• Materials provided:
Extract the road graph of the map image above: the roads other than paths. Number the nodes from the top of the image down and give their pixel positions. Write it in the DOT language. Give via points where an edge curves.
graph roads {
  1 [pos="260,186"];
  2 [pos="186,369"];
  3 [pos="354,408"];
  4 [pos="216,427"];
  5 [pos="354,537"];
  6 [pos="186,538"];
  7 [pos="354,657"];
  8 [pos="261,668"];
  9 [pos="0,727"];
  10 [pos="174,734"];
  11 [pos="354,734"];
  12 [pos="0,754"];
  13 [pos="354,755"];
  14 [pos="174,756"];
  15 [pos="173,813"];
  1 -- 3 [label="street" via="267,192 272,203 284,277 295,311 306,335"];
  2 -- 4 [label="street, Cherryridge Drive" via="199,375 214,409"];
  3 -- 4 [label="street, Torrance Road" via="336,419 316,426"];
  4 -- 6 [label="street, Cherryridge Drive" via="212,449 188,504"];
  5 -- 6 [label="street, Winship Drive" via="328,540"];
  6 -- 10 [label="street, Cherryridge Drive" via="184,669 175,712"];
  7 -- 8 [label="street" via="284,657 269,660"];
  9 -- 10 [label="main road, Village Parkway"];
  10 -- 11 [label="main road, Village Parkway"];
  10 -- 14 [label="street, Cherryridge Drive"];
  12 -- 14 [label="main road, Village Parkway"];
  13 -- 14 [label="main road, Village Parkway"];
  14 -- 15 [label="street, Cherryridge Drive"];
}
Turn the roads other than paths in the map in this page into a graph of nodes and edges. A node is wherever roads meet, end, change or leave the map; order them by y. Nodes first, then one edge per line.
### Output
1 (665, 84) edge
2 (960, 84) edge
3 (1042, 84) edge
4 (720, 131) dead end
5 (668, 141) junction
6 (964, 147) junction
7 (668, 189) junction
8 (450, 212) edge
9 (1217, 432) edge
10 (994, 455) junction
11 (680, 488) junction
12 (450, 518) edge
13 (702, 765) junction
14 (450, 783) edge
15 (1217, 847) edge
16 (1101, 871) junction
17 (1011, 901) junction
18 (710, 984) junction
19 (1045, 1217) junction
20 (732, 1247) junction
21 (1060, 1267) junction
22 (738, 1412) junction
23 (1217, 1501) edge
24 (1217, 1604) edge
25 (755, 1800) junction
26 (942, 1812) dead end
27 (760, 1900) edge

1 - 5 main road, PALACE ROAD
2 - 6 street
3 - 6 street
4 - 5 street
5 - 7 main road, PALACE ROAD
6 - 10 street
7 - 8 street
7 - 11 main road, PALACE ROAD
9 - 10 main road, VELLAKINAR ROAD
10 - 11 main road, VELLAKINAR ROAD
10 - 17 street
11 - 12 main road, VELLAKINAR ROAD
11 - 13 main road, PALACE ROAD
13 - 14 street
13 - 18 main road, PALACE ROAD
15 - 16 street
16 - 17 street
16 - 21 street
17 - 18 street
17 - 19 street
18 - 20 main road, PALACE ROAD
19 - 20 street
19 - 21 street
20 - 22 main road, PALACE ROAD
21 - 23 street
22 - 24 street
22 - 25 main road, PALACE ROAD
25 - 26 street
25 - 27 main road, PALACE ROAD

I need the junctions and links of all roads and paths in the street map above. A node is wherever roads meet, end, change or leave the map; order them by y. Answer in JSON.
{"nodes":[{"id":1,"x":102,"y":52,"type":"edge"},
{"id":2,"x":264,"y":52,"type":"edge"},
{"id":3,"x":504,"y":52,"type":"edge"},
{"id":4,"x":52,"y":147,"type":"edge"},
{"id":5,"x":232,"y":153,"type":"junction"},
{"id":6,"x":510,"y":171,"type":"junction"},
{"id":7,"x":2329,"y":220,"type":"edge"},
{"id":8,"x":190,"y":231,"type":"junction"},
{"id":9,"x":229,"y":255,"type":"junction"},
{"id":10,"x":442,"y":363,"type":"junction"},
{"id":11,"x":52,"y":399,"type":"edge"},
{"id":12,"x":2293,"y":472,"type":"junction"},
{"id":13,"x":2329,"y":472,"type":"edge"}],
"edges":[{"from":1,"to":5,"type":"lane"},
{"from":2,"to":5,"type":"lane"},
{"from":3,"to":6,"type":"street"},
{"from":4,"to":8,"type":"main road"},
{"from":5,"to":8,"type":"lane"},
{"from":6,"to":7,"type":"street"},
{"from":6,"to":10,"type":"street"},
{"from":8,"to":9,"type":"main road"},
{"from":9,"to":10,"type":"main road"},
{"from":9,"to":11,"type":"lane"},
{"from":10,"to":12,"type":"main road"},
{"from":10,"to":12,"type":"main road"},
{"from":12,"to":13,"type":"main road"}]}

• Task statement: Transcribe all of the material exactly as it was written.

• Exercise result:
Extract the road graph of the map image above: the roads other than paths. Number the nodes from the top of the image down and give their pixel positions. Write it in the DOT language. Give via points where an edge curves.
graph roads {
  1 [pos="260,186"];
  2 [pos="186,369"];
  3 [pos="354,408"];
  4 [pos="216,427"];
  5 [pos="354,537"];
  6 [pos="186,538"];
  7 [pos="354,657"];
  8 [pos="261,668"];
  9 [pos="0,727"];
  10 [pos="174,734"];
  11 [pos="354,734"];
  12 [pos="0,754"];
  13 [pos="354,755"];
  14 [pos="174,756"];
  15 [pos="173,813"];
  1 -- 3 [label="street" via="267,192 272,203 284,277 295,311 306,335"];
  2 -- 4 [label="street, Cherryridge Drive" via="199,375 214,409"];
  3 -- 4 [label="street, Torrance Road" via="336,419 316,426"];
  4 -- 6 [label="street, Cherryridge Drive" via="212,449 188,504"];
  5 -- 6 [label="street, Winship Drive" via="328,540"];
  6 -- 10 [label="street, Cherryridge Drive" via="184,669 175,712"];
  7 -- 8 [label="street" via="284,657 269,660"];
  9 -- 10 [label="main road, Village Parkway"];
  10 -- 11 [label="main road, Village Parkway"];
  10 -- 14 [label="street, Cherryridge Drive"];
  12 -- 14 [label="main road, Village Parkway"];
  13 -- 14 [label="main road, Village Parkway"];
  14 -- 15 [label="street, Cherryridge Drive"];
}
Turn the roads other than paths in the map in this page into a graph of nodes and edges. A node is wherever roads meet, end, change or leave the map; order them by y. Nodes first, then one edge per line.
### Output
1 (665, 84) edge
2 (960, 84) edge
3 (1042, 84) edge
4 (720, 131) dead end
5 (668, 141) junction
6 (964, 147) junction
7 (668, 189) junction
8 (450, 212) edge
9 (1217, 432) edge
10 (994, 455) junction
11 (680, 488) junction
12 (450, 518) edge
13 (702, 765) junction
14 (450, 783) edge
15 (1217, 847) edge
16 (1101, 871) junction
17 (1011, 901) junction
18 (710, 984) junction
19 (1045, 1217) junction
20 (732, 1247) junction
21 (1060, 1267) junction
22 (738, 1412) junction
23 (1217, 1501) edge
24 (1217, 1604) edge
25 (755, 1800) junction
26 (942, 1812) dead end
27 (760, 1900) edge

1 - 5 main road, PALACE ROAD
2 - 6 street
3 - 6 street
4 - 5 street
5 - 7 main road, PALACE ROAD
6 - 10 street
7 - 8 street
7 - 11 main road, PALACE ROAD
9 - 10 main road, VELLAKINAR ROAD
10 - 11 main road, VELLAKINAR ROAD
10 - 17 street
11 - 12 main road, VELLAKINAR ROAD
11 - 13 main road, PALACE ROAD
13 - 14 street
13 - 18 main road, PALACE ROAD
15 - 16 street
16 - 17 street
16 - 21 street
17 - 18 street
17 - 19 street
18 - 20 main road, PALACE ROAD
19 - 20 street
19 - 21 street
20 - 22 main road, PALACE ROAD
21 - 23 street
22 - 24 street
22 - 25 main road, PALACE ROAD
25 - 26 street
25 - 27 main road, PALACE ROAD

I need the junctions and links of all roads and paths in the street map above. A node is wherever roads meet, end, change or leave the map; order them by y. Answer in JSON.
{"nodes":[{"id":1,"x":102,"y":52,"type":"edge"},
{"id":2,"x":264,"y":52,"type":"edge"},
{"id":3,"x":504,"y":52,"type":"edge"},
{"id":4,"x":52,"y":147,"type":"edge"},
{"id":5,"x":232,"y":153,"type":"junction"},
{"id":6,"x":510,"y":171,"type":"junction"},
{"id":7,"x":2329,"y":220,"type":"edge"},
{"id":8,"x":190,"y":231,"type":"junction"},
{"id":9,"x":229,"y":255,"type":"junction"},
{"id":10,"x":442,"y":363,"type":"junction"},
{"id":11,"x":52,"y":399,"type":"edge"},
{"id":12,"x":2293,"y":472,"type":"junction"},
{"id":13,"x":2329,"y":472,"type":"edge"}],
"edges":[{"from":1,"to":5,"type":"lane"},
{"from":2,"to":5,"type":"lane"},
{"from":3,"to":6,"type":"street"},
{"from":4,"to":8,"type":"main road"},
{"from":5,"to":8,"type":"lane"},
{"from":6,"to":7,"type":"street"},
{"from":6,"to":10,"type":"street"},
{"from":8,"to":9,"type":"main road"},
{"from":9,"to":10,"type":"main road"},
{"from":9,"to":11,"type":"lane"},
{"from":10,"to":12,"type":"main road"},
{"from":10,"to":12,"type":"main road"},
{"from":12,"to":13,"type":"main road"}]}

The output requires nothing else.